■ Exercise material:
"""

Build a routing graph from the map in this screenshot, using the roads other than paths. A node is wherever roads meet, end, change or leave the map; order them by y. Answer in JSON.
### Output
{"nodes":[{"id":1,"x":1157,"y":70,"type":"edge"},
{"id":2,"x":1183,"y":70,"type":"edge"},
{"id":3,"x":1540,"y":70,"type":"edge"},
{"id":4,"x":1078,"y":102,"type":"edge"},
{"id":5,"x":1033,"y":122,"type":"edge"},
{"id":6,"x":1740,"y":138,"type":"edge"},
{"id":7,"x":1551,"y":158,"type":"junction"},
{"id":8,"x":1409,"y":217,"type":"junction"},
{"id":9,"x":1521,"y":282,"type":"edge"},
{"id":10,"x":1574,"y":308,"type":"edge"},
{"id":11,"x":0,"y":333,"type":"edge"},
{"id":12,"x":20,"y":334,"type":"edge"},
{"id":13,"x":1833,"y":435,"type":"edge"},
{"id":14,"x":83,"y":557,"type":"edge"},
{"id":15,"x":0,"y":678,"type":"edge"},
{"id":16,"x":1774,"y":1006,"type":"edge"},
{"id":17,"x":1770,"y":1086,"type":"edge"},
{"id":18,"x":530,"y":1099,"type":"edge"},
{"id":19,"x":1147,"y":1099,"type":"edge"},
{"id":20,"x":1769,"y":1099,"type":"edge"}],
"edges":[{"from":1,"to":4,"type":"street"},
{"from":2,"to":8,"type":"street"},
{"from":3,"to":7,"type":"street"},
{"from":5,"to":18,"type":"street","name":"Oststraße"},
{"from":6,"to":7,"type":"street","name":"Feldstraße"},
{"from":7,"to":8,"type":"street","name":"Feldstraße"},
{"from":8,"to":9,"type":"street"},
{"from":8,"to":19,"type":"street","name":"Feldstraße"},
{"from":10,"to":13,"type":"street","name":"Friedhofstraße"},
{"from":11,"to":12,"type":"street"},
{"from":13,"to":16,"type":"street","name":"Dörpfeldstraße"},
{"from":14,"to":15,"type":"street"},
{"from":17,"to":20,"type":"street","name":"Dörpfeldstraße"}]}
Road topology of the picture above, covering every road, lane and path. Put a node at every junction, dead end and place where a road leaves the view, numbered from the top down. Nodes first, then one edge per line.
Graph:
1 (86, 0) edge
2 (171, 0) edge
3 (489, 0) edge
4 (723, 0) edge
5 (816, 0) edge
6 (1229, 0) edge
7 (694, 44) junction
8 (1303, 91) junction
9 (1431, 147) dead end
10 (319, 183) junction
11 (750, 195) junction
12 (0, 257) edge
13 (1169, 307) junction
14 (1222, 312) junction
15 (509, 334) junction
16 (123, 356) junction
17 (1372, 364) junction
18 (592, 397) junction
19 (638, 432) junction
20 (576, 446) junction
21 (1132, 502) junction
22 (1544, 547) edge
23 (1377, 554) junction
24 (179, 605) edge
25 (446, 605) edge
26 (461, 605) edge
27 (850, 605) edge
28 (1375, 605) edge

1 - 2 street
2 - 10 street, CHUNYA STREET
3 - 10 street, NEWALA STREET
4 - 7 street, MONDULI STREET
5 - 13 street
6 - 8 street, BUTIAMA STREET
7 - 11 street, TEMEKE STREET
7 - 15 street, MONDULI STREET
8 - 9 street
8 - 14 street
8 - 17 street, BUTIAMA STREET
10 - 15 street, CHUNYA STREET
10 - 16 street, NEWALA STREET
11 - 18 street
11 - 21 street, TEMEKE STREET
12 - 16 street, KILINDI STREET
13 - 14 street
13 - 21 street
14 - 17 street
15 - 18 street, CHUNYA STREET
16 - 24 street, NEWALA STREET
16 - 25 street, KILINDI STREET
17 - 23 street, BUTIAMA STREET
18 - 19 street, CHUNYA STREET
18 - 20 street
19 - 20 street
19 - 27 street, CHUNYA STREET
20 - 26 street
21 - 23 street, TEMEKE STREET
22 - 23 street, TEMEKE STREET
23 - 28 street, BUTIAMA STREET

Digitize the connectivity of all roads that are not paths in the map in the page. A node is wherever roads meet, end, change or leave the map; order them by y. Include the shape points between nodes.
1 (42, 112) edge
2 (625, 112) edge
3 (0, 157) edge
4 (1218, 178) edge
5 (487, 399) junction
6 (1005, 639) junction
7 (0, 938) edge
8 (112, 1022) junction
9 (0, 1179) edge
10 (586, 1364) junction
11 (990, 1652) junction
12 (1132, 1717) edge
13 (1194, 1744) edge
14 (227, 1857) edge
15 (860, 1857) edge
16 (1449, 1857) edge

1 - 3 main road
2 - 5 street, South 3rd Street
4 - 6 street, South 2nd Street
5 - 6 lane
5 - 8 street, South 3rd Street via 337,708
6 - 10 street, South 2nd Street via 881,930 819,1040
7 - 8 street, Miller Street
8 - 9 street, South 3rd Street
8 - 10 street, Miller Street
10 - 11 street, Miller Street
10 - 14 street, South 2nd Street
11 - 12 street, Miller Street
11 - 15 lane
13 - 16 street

"""

■ Exercise objective: Read the entries and show each line that mentions "South".

■ Solved exercise:
2 - 5 street, South 3rd Street
4 - 6 street, South 2nd Street
5 - 8 street, South 3rd Street via 337,708
6 - 10 street, South 2nd Street via 881,930 819,1040
8 - 9 street, South 3rd Street
10 - 14 street, South 2nd Street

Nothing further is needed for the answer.